**Stored items**
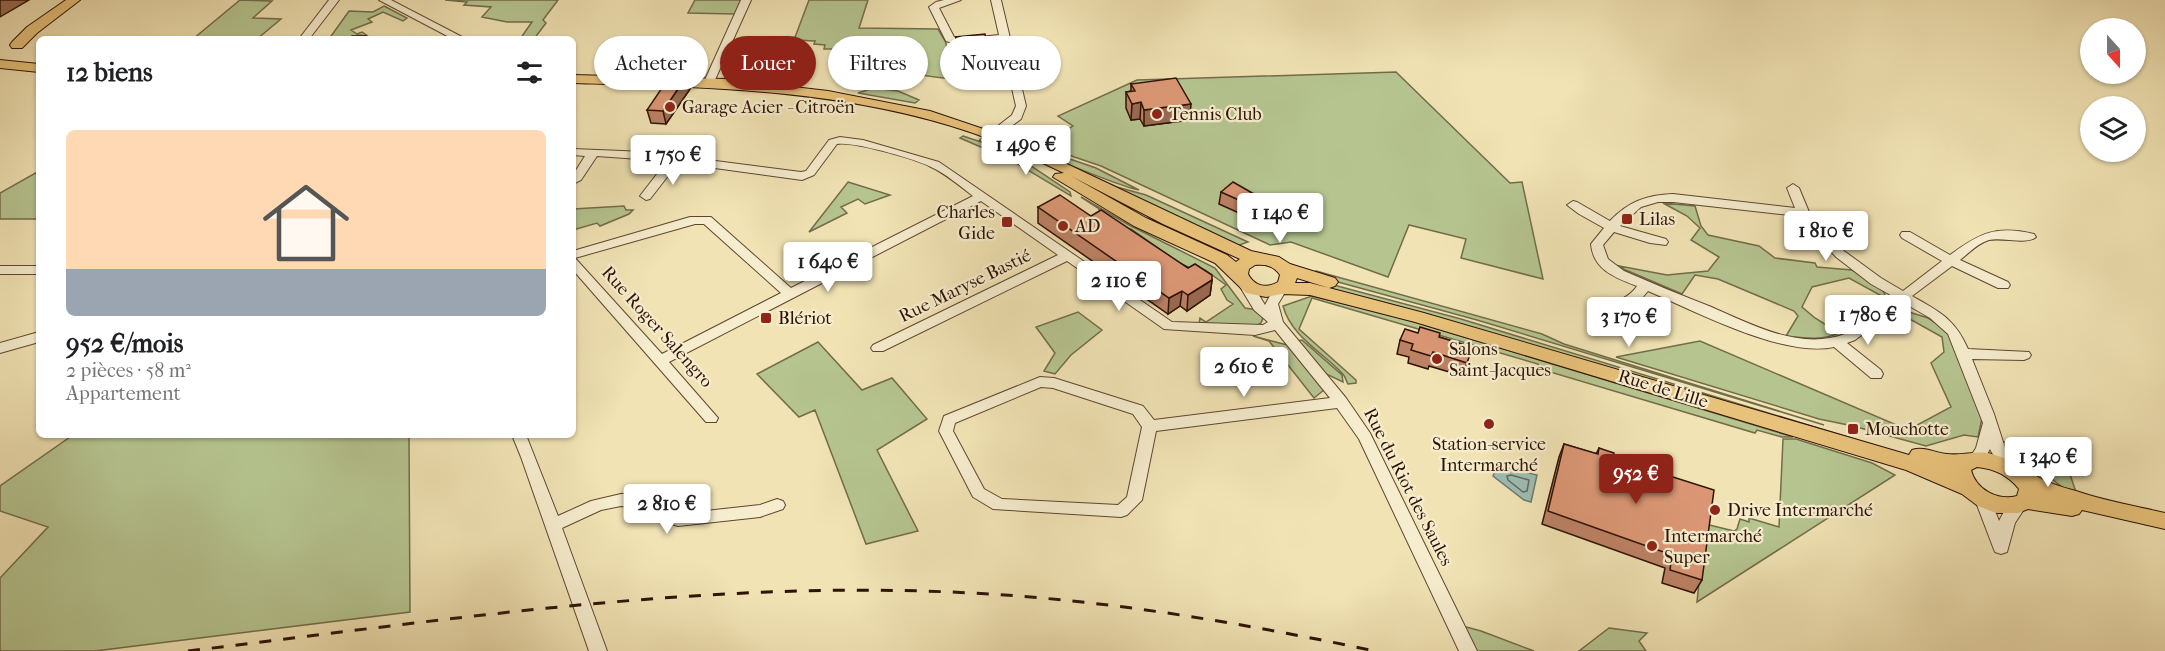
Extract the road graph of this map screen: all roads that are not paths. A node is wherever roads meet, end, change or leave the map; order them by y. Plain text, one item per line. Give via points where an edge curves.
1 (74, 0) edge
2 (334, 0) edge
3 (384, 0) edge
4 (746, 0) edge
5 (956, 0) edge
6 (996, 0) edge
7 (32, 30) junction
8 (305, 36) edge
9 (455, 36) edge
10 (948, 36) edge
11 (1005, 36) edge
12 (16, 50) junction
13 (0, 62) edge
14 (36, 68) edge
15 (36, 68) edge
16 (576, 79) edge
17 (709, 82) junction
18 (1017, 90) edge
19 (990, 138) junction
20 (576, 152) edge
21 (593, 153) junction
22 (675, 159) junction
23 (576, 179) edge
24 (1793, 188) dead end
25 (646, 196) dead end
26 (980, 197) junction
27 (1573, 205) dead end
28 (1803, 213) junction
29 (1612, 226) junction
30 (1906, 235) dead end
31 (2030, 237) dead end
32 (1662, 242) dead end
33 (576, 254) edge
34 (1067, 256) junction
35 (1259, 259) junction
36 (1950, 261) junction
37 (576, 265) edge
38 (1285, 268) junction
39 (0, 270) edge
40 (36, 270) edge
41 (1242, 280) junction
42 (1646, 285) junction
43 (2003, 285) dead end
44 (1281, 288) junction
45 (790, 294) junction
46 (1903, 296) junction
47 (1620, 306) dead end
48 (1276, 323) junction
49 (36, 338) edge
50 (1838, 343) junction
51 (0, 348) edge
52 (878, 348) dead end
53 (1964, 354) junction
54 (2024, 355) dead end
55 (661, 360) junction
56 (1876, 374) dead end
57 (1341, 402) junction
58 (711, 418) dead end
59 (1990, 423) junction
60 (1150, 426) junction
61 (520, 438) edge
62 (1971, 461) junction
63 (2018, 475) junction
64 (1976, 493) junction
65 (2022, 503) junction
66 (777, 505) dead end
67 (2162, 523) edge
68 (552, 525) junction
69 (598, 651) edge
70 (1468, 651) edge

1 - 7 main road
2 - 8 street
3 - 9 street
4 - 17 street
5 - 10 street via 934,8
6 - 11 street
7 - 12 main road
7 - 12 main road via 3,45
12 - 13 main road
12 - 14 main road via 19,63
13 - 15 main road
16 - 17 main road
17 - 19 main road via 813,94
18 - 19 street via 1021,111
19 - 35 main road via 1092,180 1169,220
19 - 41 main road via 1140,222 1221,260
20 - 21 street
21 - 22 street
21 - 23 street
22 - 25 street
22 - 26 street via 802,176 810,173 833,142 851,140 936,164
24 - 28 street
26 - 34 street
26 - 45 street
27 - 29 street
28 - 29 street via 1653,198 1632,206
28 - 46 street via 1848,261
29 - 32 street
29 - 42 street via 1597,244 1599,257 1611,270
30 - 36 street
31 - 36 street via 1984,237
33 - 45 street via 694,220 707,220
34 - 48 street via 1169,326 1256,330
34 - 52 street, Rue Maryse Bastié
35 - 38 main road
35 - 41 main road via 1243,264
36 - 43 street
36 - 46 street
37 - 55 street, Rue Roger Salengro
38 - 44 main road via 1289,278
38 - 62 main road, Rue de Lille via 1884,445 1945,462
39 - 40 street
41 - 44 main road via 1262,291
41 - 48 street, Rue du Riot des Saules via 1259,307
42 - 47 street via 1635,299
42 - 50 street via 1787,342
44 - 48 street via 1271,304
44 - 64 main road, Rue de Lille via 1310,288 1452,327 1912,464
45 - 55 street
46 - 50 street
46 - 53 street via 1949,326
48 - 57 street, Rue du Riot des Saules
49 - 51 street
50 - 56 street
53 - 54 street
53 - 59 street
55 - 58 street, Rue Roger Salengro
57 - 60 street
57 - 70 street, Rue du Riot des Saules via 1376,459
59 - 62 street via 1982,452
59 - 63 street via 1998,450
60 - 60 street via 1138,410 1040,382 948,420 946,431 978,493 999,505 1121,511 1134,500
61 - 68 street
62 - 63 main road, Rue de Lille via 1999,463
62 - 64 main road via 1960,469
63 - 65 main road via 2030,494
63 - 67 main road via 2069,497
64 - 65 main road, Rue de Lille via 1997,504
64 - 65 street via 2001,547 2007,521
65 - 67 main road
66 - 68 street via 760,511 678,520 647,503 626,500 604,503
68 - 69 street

**WORK INSTRUCTION**
No picture should be included when the data are set down again exactly.

**OUTPUT OF THE TASK**
Extract the road graph of this map screen: all roads that are not paths. A node is wherever roads meet, end, change or leave the map; order them by y. Plain text, one item per line. Give via points where an edge curves.
1 (74, 0) edge
2 (334, 0) edge
3 (384, 0) edge
4 (746, 0) edge
5 (956, 0) edge
6 (996, 0) edge
7 (32, 30) junction
8 (305, 36) edge
9 (455, 36) edge
10 (948, 36) edge
11 (1005, 36) edge
12 (16, 50) junction
13 (0, 62) edge
14 (36, 68) edge
15 (36, 68) edge
16 (576, 79) edge
17 (709, 82) junction
18 (1017, 90) edge
19 (990, 138) junction
20 (576, 152) edge
21 (593, 153) junction
22 (675, 159) junction
23 (576, 179) edge
24 (1793, 188) dead end
25 (646, 196) dead end
26 (980, 197) junction
27 (1573, 205) dead end
28 (1803, 213) junction
29 (1612, 226) junction
30 (1906, 235) dead end
31 (2030, 237) dead end
32 (1662, 242) dead end
33 (576, 254) edge
34 (1067, 256) junction
35 (1259, 259) junction
36 (1950, 261) junction
37 (576, 265) edge
38 (1285, 268) junction
39 (0, 270) edge
40 (36, 270) edge
41 (1242, 280) junction
42 (1646, 285) junction
43 (2003, 285) dead end
44 (1281, 288) junction
45 (790, 294) junction
46 (1903, 296) junction
47 (1620, 306) dead end
48 (1276, 323) junction
49 (36, 338) edge
50 (1838, 343) junction
51 (0, 348) edge
52 (878, 348) dead end
53 (1964, 354) junction
54 (2024, 355) dead end
55 (661, 360) junction
56 (1876, 374) dead end
57 (1341, 402) junction
58 (711, 418) dead end
59 (1990, 423) junction
60 (1150, 426) junction
61 (520, 438) edge
62 (1971, 461) junction
63 (2018, 475) junction
64 (1976, 493) junction
65 (2022, 503) junction
66 (777, 505) dead end
67 (2162, 523) edge
68 (552, 525) junction
69 (598, 651) edge
70 (1468, 651) edge

1 - 7 main road
2 - 8 street
3 - 9 street
4 - 17 street
5 - 10 street via 934,8
6 - 11 street
7 - 12 main road
7 - 12 main road via 3,45
12 - 13 main road
12 - 14 main road via 19,63
13 - 15 main road
16 - 17 main road
17 - 19 main road via 813,94
18 - 19 street via 1021,111
19 - 35 main road via 1092,180 1169,220
19 - 41 main road via 1140,222 1221,260
20 - 21 street
21 - 22 street
21 - 23 street
22 - 25 street
22 - 26 street via 802,176 810,173 833,142 851,140 936,164
24 - 28 street
26 - 34 street
26 - 45 street
27 - 29 street
28 - 29 street via 1653,198 1632,206
28 - 46 street via 1848,261
29 - 32 street
29 - 42 street via 1597,244 1599,257 1611,270
30 - 36 street
31 - 36 street via 1984,237
33 - 45 street via 694,220 707,220
34 - 48 street via 1169,326 1256,330
34 - 52 street, Rue Maryse Bastié
35 - 38 main road
35 - 41 main road via 1243,264
36 - 43 street
36 - 46 street
37 - 55 street, Rue Roger Salengro
38 - 44 main road via 1289,278
38 - 62 main road, Rue de Lille via 1884,445 1945,462
39 - 40 street
41 - 44 main road via 1262,291
41 - 48 street, Rue du Riot des Saules via 1259,307
42 - 47 street via 1635,299
42 - 50 street via 1787,342
44 - 48 street via 1271,304
44 - 64 main road, Rue de Lille via 1310,288 1452,327 1912,464
45 - 55 street
46 - 50 street
46 - 53 street via 1949,326
48 - 57 street, Rue du Riot des Saules
49 - 51 street
50 - 56 street
53 - 54 street
53 - 59 street
55 - 58 street, Rue Roger Salengro
57 - 60 street
57 - 70 street, Rue du Riot des Saules via 1376,459
59 - 62 street via 1982,452
59 - 63 street via 1998,450
60 - 60 street via 1138,410 1040,382 948,420 946,431 978,493 999,505 1121,511 1134,500
61 - 68 street
62 - 63 main road, Rue de Lille via 1999,463
62 - 64 main road via 1960,469
63 - 65 main road via 2030,494
63 - 67 main road via 2069,497
64 - 65 main road, Rue de Lille via 1997,504
64 - 65 street via 2001,547 2007,521
65 - 67 main road
66 - 68 street via 760,511 678,520 647,503 626,500 604,503
68 - 69 street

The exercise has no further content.